Other findings in the report include Texas having the highest uninsured rates but average health insurance premiums in Texas are typically lower given a large percentage of private firms offer health coverage to employees for reduced costs. In Texas, 19.6% of the population reported they have not seen a doctor in the last 12 months because of cost. This was highest metric of any state.
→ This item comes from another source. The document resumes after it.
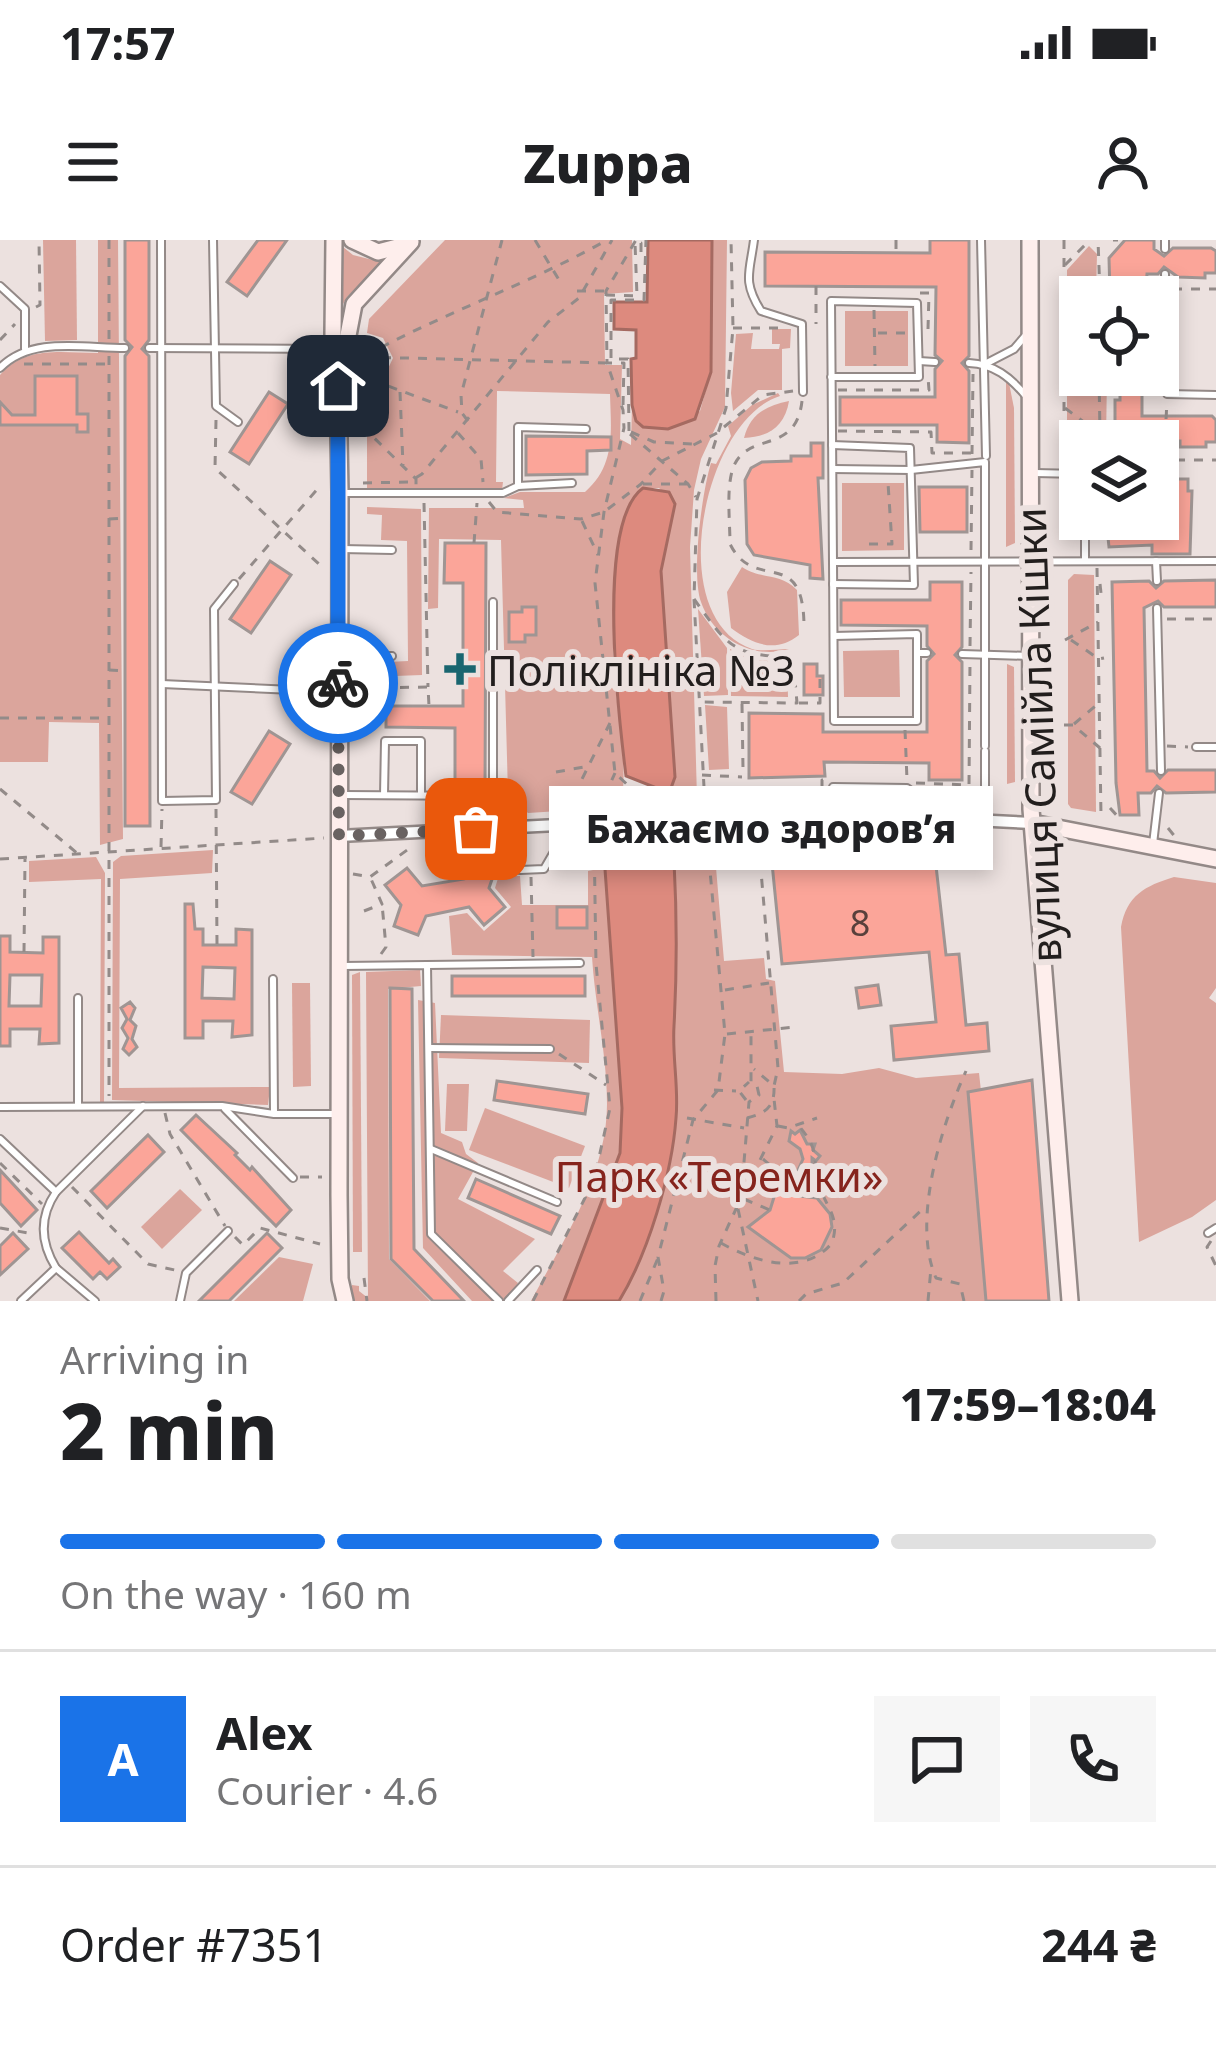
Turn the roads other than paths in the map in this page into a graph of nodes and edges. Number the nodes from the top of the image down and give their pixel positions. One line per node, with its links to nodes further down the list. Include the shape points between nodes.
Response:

SmartAsset said there is room for improvement among all states, even those that ranked well for healthcare access and affordability metrics. For instance, Iowa has the lowest percentage of the population reporting that they did not see a physician due to cost, but that percentage is still sizable at 7.9% for something as important as health. Similarly, even though the District of Columbia has the lowest percentage of residents reporting a poor or fair health status, it is still 10.8% for this metric.

The report states in 2017, the U.S. spent $3.5 trillion – more than $10,000 per person – on healthcare, according to the Organization for Economic Cooperation and Development (OECD). As a percentage of U.S. GDP, healthcare made up 17.1%. This is greater on a per capita basis and as a percentage of GDP than any other country.

“Though healthcare spending in the U.S. is high, it lags in terms of availability, affordability and health outcomes as compared to many countries that spend less, according to a recent International Federation of Health Plans (iFHP) Comparative Price Report. Many Americans, particularly low-income individuals, do not have access to affordable care, making healthcare reform a popular topic among policymakers and politicians,” the report states.

Part of the discrepancy between spending and health outcomes in the U.S. as compared to other countries is a result of the fact that healthcare is much more heterogeneous in the U.S. than it is in other countries, according to the iFHP report.

That is, healthcare access and availability along with cost and quality of care differ significantly across income-levels and geographic locations, resulting in a varying ability to save for expenses that healthcare may not cover.